===== Data for review

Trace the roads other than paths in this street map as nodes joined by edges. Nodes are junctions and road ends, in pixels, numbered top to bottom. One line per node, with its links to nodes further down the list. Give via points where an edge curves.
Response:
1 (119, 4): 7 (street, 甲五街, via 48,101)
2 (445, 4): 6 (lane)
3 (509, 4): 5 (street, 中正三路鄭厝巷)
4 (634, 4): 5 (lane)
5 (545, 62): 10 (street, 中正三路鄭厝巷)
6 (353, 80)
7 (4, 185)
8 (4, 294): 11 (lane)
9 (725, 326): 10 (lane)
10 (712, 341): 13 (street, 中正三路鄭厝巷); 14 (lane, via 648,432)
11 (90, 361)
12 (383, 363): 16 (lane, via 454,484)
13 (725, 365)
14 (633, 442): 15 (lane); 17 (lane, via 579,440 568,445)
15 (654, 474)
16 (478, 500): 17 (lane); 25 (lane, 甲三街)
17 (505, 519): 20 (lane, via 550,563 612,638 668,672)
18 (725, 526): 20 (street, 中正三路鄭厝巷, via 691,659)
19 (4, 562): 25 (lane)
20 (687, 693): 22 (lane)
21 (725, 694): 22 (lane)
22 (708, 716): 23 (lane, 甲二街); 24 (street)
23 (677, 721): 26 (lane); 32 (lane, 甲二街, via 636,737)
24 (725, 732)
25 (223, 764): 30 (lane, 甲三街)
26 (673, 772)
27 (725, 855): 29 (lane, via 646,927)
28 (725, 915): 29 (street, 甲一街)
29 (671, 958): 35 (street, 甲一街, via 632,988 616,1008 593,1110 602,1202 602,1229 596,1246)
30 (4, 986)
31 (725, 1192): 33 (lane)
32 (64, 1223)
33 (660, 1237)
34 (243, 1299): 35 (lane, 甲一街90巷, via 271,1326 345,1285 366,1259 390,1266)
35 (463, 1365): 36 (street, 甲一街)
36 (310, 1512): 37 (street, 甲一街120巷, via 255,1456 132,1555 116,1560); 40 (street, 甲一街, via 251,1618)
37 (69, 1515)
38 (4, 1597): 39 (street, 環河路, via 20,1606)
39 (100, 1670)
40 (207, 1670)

==========

*Exercise*.
Search the entries above for the word "中正三路鄭厝巷" and copy each line where it appears.

*Written solution*.
3 (509, 4): 5 (street, 中正三路鄭厝巷)
5 (545, 62): 10 (street, 中正三路鄭厝巷)
10 (712, 341): 13 (street, 中正三路鄭厝巷); 14 (lane, via 648,432)
18 (725, 526): 20 (street, 中正三路鄭厝巷, via 691,659)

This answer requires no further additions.